Abstract

Twenty-first century skills increasingly represent the ticket to the middle class. Yet, the authors argue, in-school learning is simply not enough to help students develop these skills. The authors make the case that after-school (or out-of-school) learning programs are emerging as one of the nation's most promising strategies for preparing young people for the workforce and civic life. Most school systems have significant limitations for teaching twenty-first century skills. They have the limits of time: with only six hours per day there is barely enough time to teach even the basic skills, especially for those students starting already behind. They have the limits of structure: typical school buildings and classrooms are not physically set up for innovative learning. They have the limits of inertia and bureaucracy: school systems are notoriously resistant to change. And perhaps most important, they have the limits of priorities: especially with the onset of the No Child Left Behind Act, schools are laserlike in their focus on teaching the basics and therefore have less incentive to incorporate twenty-first century skills.

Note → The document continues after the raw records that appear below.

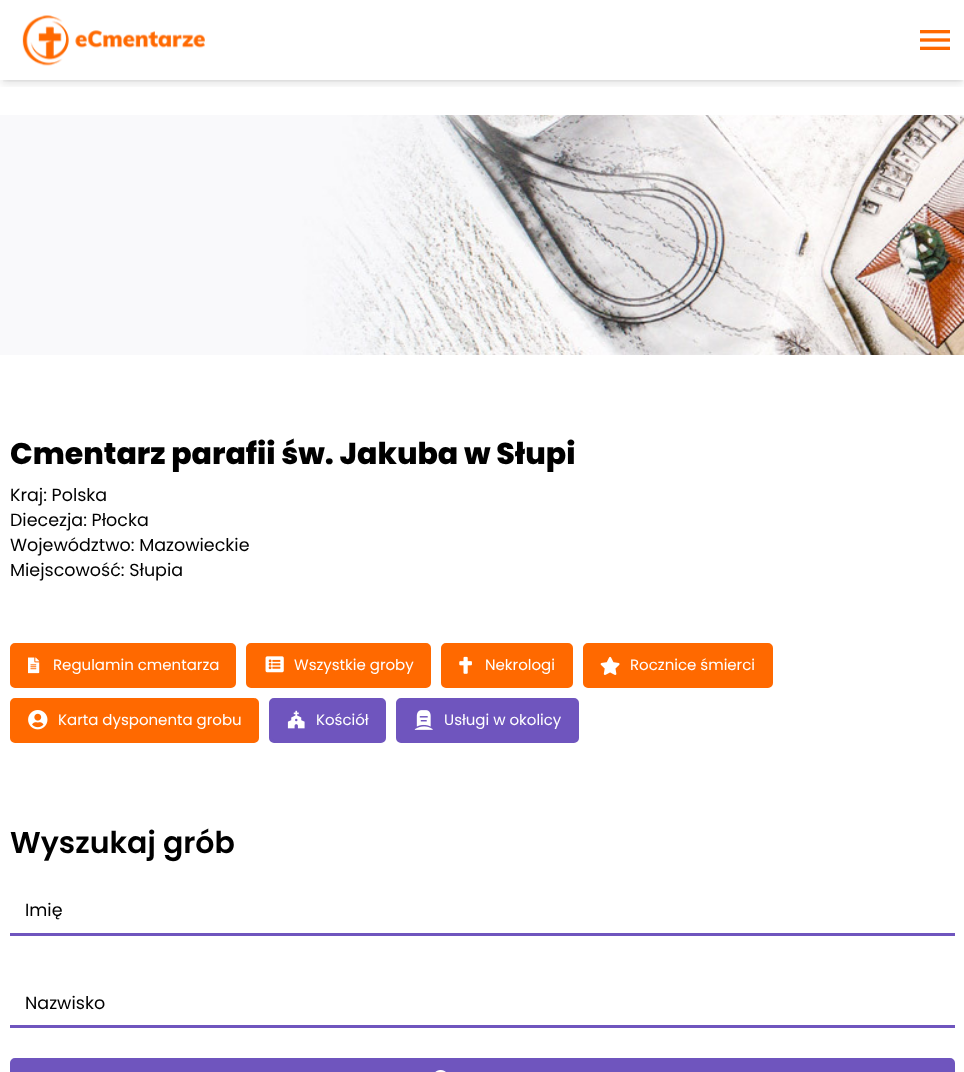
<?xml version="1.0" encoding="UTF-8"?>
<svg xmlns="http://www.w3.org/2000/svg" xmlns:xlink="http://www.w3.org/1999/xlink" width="964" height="1072">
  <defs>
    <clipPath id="clip1"><rect x="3" y="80" width="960" height="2" /></clipPath>
    <clipPath id="clip2"><rect x="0" y="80" width="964" height="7" /></clipPath>
  </defs>
  <rect width="100%" height="100%" fill="#ffffff" />
  <g clip-path="url(#clip1)">
    <rect x="3" y="5" width="960" height="75" fill="#000000" fill-opacity="0.1" filter="blur(2.5px)" />
  </g>
  <g clip-path="url(#clip2)">
    <rect x="1" y="6" width="963" height="78" fill="#000000" fill-opacity="0.1" filter="blur(4px)" />
  </g>
  <image x="22" y="15" width="183" height="51" xlink:href="image1.png" />
  <image x="920" y="30" width="30" height="20" xlink:href="image2.png" />
  <image x="0" y="115" width="964" height="240" xlink:href="image3.png" />
  <rect x="11.5" y="644.5" width="223" height="42" rx="3.5" fill="#ff6900" stroke="#ff6900" stroke-width="3" />
  <image x="28" y="657" width="12" height="17" xlink:href="image4.png" />
  <rect x="247.5" y="644.5" width="182" height="42" rx="3.5" fill="#ff6900" stroke="#ff6900" stroke-width="3" />
  <image x="265" y="656" width="19" height="17" xlink:href="image5.png" />
  <rect x="442.5" y="644.5" width="129" height="42" rx="3.5" fill="#ff6900" stroke="#ff6900" stroke-width="3" />
  <image x="459" y="656" width="13" height="18" xlink:href="image6.png" />
  <rect x="584.5" y="644.5" width="187" height="42" rx="3.5" fill="#ff6900" stroke="#ff6900" stroke-width="3" />
  <image x="600" y="656" width="20" height="19" xlink:href="image7.png" />
  <rect x="11.5" y="699.5" width="246" height="42" rx="3.5" fill="#ff6900" stroke="#ff6900" stroke-width="3" />
  <image x="28" y="710" width="20" height="20" xlink:href="image8.png" />
  <rect x="270.5" y="699.5" width="114" height="42" rx="3.5" fill="#6f55be" stroke="#6f55be" stroke-width="3" />
  <image x="287" y="710" width="18" height="19" xlink:href="image9.png" />
  <rect x="397.5" y="699.5" width="180" height="42" rx="3.5" fill="#6f55be" stroke="#6f55be" stroke-width="3" />
  <image x="414" y="710" width="19" height="20" xlink:href="image10.png" />
  <rect x="10" y="933" width="945" height="3" fill="#6f55be" />
  <rect x="10" y="1025" width="945" height="3" fill="#6f55be" />
  <rect x="11.5" y="1059.5" width="942" height="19" rx="3.5" fill="#6f55be" stroke="#6f55be" stroke-width="3" />
  <image x="435" y="1070" width="11" height="2" xlink:href="image11.png" />
  <text x="10" y="464" style="font-family: Poppins; font-size: 30px; font-weight: 800; fill: #000000">Cmentarz parafii św. Jakuba w Słupi</text>
  <text x="10" y="501" style="font-family: Poppins; font-size: 17.5px; fill: #000000">Kraj: Polska</text>
  <text x="10" y="526" style="font-family: Poppins; font-size: 17.5px; fill: #000000">Diecezja: Płocka</text>
  <text x="10" y="551" style="font-family: Poppins; font-size: 17.5px; fill: #000000">Województwo: Mazowieckie</text>
  <text x="10" y="576" style="font-family: Poppins; font-size: 17.5px; fill: #000000">Miejscowość: Słupia</text>
  <text x="53" y="670" style="font-family: Poppins; font-size: 15px; fill: #ffffff">Regulamin cmentarza</text>
  <text x="294" y="670" style="font-family: Poppins; font-size: 15px; fill: #ffffff">Wszystkie groby</text>
  <text x="485" y="670" style="font-family: Poppins; font-size: 15px; fill: #ffffff">Nekrologi</text>
  <text x="630" y="670" style="font-family: Poppins; font-size: 15px; fill: #ffffff">Rocznice śmierci</text>
  <text x="58" y="725" style="font-family: Poppins; font-size: 15px; fill: #ffffff">Karta dysponenta grobu</text>
  <text x="316" y="725" style="font-family: Poppins; font-size: 15px; fill: #ffffff">Kościół</text>
  <text x="444" y="725" style="font-family: Poppins; font-size: 15px; fill: #ffffff">Usługi w okolicy</text>
  <text x="10" y="853" style="font-family: Poppins; font-size: 30px; font-weight: 600; fill: #000000">Wyszukaj grób</text>
  <text x="25" y="916" style="font-family: Poppins; font-size: 17.5px; fill: #000000">Imię</text>
  <text x="25" y="1009" style="font-family: Poppins; font-size: 17.5px; fill: #000000">Nazwisko</text>
</svg>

Meanwhile, the authors argue that after-school programs are an untapped resource with three competitive advantages. First, they enable students to work collaboratively in small groups, a setup on which the modern economy will increasingly rely. Second, they are well suited to project-based learning and the development of mastery. Third, they allow students to learn in the real-world contexts that make sense. Yet the after-school sector is fraught with challenges. It lacks focus-Is it child care, public safety, homework tutoring? And it lacks rigorous results. The authors argue that the teaching of twenty-first century skills should become the new organizing principle for afterschool that will propel the field forward and more effectively bridge in-school and out-of-school learning.